Okay, now we can go back to the original example and see what these commands really mean.

1
2
3
sudo tc qdisc add dev eth0 root handle 1: prio bands 4
sudo tc qdisc add dev eth0 parent 1:4 handle 40: netem loss 10% delay 40ms
sudo tc filter add dev eth0 protocol ip parent 1:0 prio 4 u32 match ip dst 192.168.190.7 match ip dport 36000 0xffff flowid 1:4

Let’s look at it line by line. The first line adds a root qdisc on device eth0 with handle 1:, qdisc type prio and number of bands 4. prio is a qdisc with class.

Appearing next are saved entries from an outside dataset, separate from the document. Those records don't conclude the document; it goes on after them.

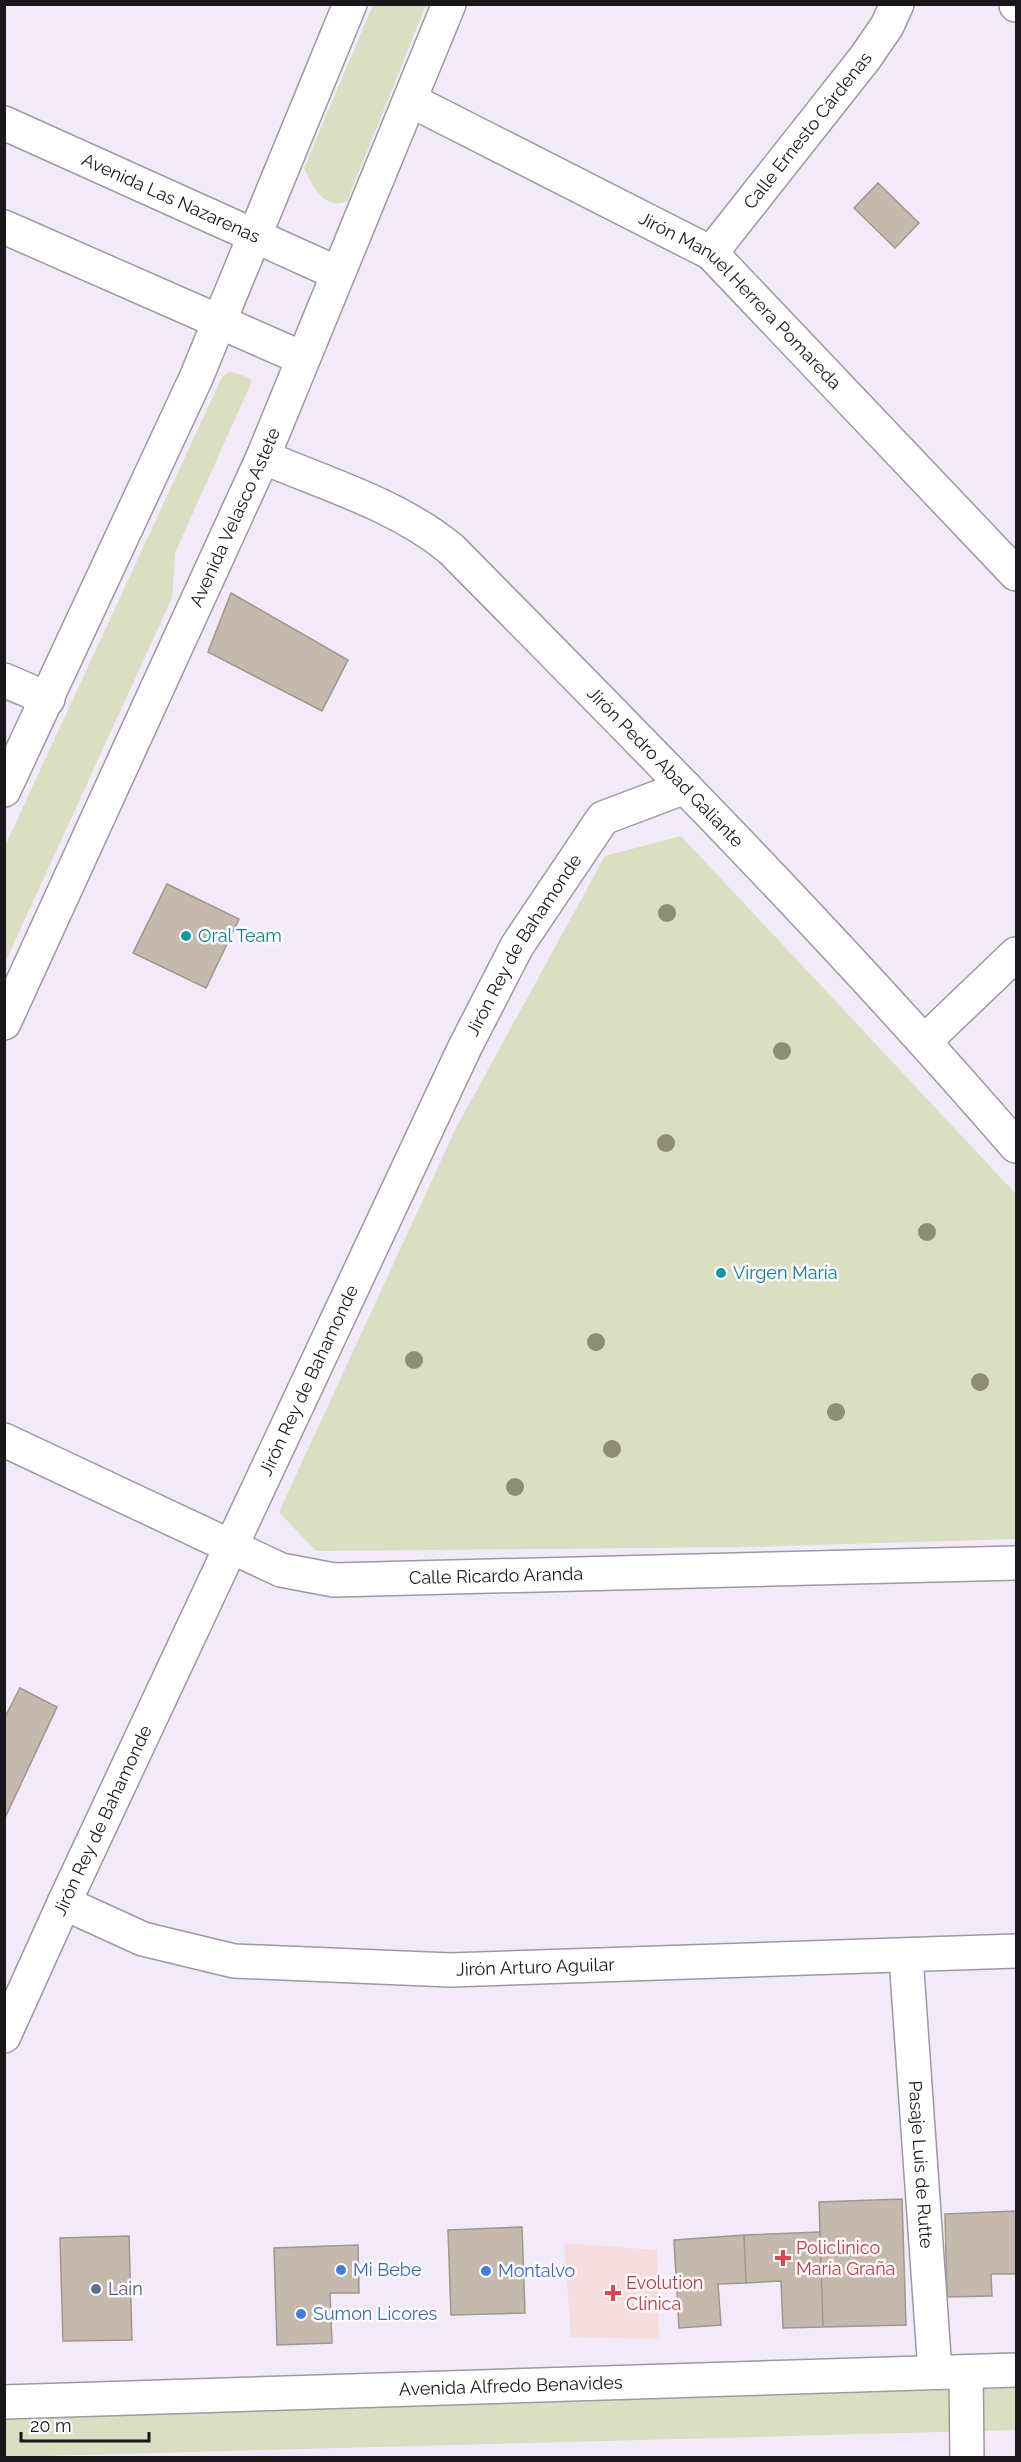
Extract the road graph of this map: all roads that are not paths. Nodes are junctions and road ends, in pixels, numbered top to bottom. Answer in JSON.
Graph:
{"nodes":[{"id":1,"x":350,"y":4,"type":"edge"},
{"id":2,"x":449,"y":4,"type":"edge"},
{"id":3,"x":897,"y":4,"type":"edge"},
{"id":4,"x":410,"y":100,"type":"junction"},
{"id":5,"x":4,"y":123,"type":"edge"},
{"id":6,"x":4,"y":227,"type":"edge"},
{"id":7,"x":255,"y":236,"type":"junction"},
{"id":8,"x":711,"y":254,"type":"junction"},
{"id":9,"x":337,"y":273,"type":"junction"},
{"id":10,"x":219,"y":323,"type":"junction"},
{"id":11,"x":302,"y":358,"type":"junction"},
{"id":12,"x":263,"y":457,"type":"junction"},
{"id":13,"x":1017,"y":574,"type":"edge"},
{"id":14,"x":4,"y":680,"type":"edge"},
{"id":15,"x":48,"y":699,"type":"junction"},
{"id":16,"x":685,"y":787,"type":"junction"},
{"id":17,"x":4,"y":790,"type":"edge"},
{"id":18,"x":1017,"y":954,"type":"edge"},
{"id":19,"x":4,"y":1023,"type":"edge"},
{"id":20,"x":925,"y":1041,"type":"junction"},
{"id":21,"x":1017,"y":1146,"type":"edge"},
{"id":22,"x":4,"y":1440,"type":"edge"},
{"id":23,"x":230,"y":1547,"type":"junction"},
{"id":24,"x":1017,"y":1563,"type":"edge"},
{"id":25,"x":64,"y":1903,"type":"junction"},
{"id":26,"x":1017,"y":1951,"type":"edge"},
{"id":27,"x":906,"y":1957,"type":"junction"},
{"id":28,"x":4,"y":2036,"type":"edge"},
{"id":29,"x":1017,"y":2370,"type":"edge"},
{"id":30,"x":950,"y":2372,"type":"junction"},
{"id":31,"x":4,"y":2402,"type":"edge"},
{"id":32,"x":967,"y":2457,"type":"edge"}],
"edges":[{"from":1,"to":7,"type":"street"},
{"from":2,"to":4,"type":"street","name":"Avenida Velasco Astete"},
{"from":3,"to":8,"type":"street","name":"Calle Ernesto Cárdenas"},
{"from":4,"to":8,"type":"street","name":"Jirón Manuel Herrera Pomareda"},
{"from":4,"to":9,"type":"street","name":"Avenida Velasco Astete"},
{"from":5,"to":7,"type":"street","name":"Avenida Las Nazarenas"},
{"from":6,"to":10,"type":"street"},
{"from":7,"to":9,"type":"street","name":"Avenida Las Nazarenas"},
{"from":7,"to":10,"type":"street"},
{"from":8,"to":13,"type":"street","name":"Jirón Manuel Herrera Pomareda"},
{"from":9,"to":11,"type":"street","name":"Avenida Velasco Astete"},
{"from":10,"to":11,"type":"street"},
{"from":10,"to":15,"type":"street"},
{"from":11,"to":12,"type":"street","name":"Avenida Velasco Astete"},
{"from":12,"to":16,"type":"street","name":"Jirón Pedro Abad Galiante"},
{"from":12,"to":19,"type":"street","name":"Avenida Velasco Astete"},
{"from":14,"to":15,"type":"street"},
{"from":15,"to":17,"type":"street"},
{"from":16,"to":20,"type":"street","name":"Jirón Pedro Abad Galiante"},
{"from":16,"to":23,"type":"street","name":"Jirón Rey de Bahamonde"},
{"from":18,"to":20,"type":"street"},
{"from":20,"to":21,"type":"street","name":"Jirón Pedro Abad Galiante"},
{"from":22,"to":23,"type":"street","name":"Calle Ricardo Aranda"},
{"from":23,"to":24,"type":"street","name":"Calle Ricardo Aranda"},
{"from":23,"to":25,"type":"street","name":"Jirón Rey de Bahamonde"},
{"from":25,"to":27,"type":"street","name":"Jirón Arturo Aguilar"},
{"from":25,"to":28,"type":"street","name":"Jirón Rey de Bahamonde"},
{"from":26,"to":27,"type":"street","name":"Jirón Arturo Aguilar"},
{"from":27,"to":30,"type":"street","name":"Pasaje Luis de Rutte"},
{"from":29,"to":30,"type":"street","name":"Avenida Alfredo Benavides"},
{"from":30,"to":31,"type":"street","name":"Avenida Alfredo Benavides"},
{"from":30,"to":32,"type":"street","name":"Pasaje Luis de Rutte"}]}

prio is a classed qdisc. its role is similar to that of the default qdisc pfifo_fast. pfifo_fast has three so-called bands, and traffic in different bands has different priorities. Within each band, then FIFO rules are applied.

prio qdisc, by default, creates 3 subclasses containing pure FIFO qdiscs, which are classified by default according to ToS bits. You can use filters to classify the traffic, and you can also attach other qdiscs to the subclasses to replace the default FIFOs.

Next, look at the second command, parent 1:4 means on subclass 1:4, handle 40: means the handle is 40:, netem means add a netem qdisc, loss 10% delay 40ms is the parameter of netem, means packet loss 10%, delay 40ms. netem[5] is a netem[5] is a classless qdisc used to provide network emulation, which can simulate various situations such as delay, packet loss, packet duplication, and packet out-of-order.

The third command adds a filter, parent 1:0 means add this filter on the root node, prio 4 is the priority of the filter, if there are many filters will be tried in order according to the priority value. u32 indicates that the u32 classifier is used. match ip dst 192.168.190.7 means match the packet with ip address 192.168.190.7, match ip dport 36000 0xffff means match the packet with destination port 36000, multiple selectors are in “with” relationship with each other and flowid 1:4 means the matched packets are sorted into 1:4 subclasses.

So the final effect is that packets destined for 192.168.190.7 with a destination port of 36000 will be classified into the 1:4 subclass, adding a 40ms delay and a 10% packet loss rate. Other packets are still behaving as default, i.e. classified into 1:1, 1:2 or 1:3 subclasses according to the ToS field, and then sent in order according to priority.

Draw a diagram of the hierarchical structure of the example, roughly as follows.

1
2
3
4
5
6
7
8
9
          1:     root qdisc (prio)
         / | \ \
       /   |  \  \
       /   |   \   \
     1:1  1:2  1:3  1:4      classes
      |    |    |    |
                     40:     qdiscs
   pfifo pfifo pfifo netem
band  0    1    2    3

Postscript

This article only introduces the basic concept and simple usage of tc. prio qdisc only does a classification of packets and not shaping. In fact, you can also use more complex qdiscs with shaping, such as CBQ, HTB, etc., and add more layers as well. You can also add SFQ qdisc to the leaf nodes to achieve bandwidth fairness at the session level. I believe that after understanding these basic concepts of TC, it is not difficult to use other qdiscs according to your needs.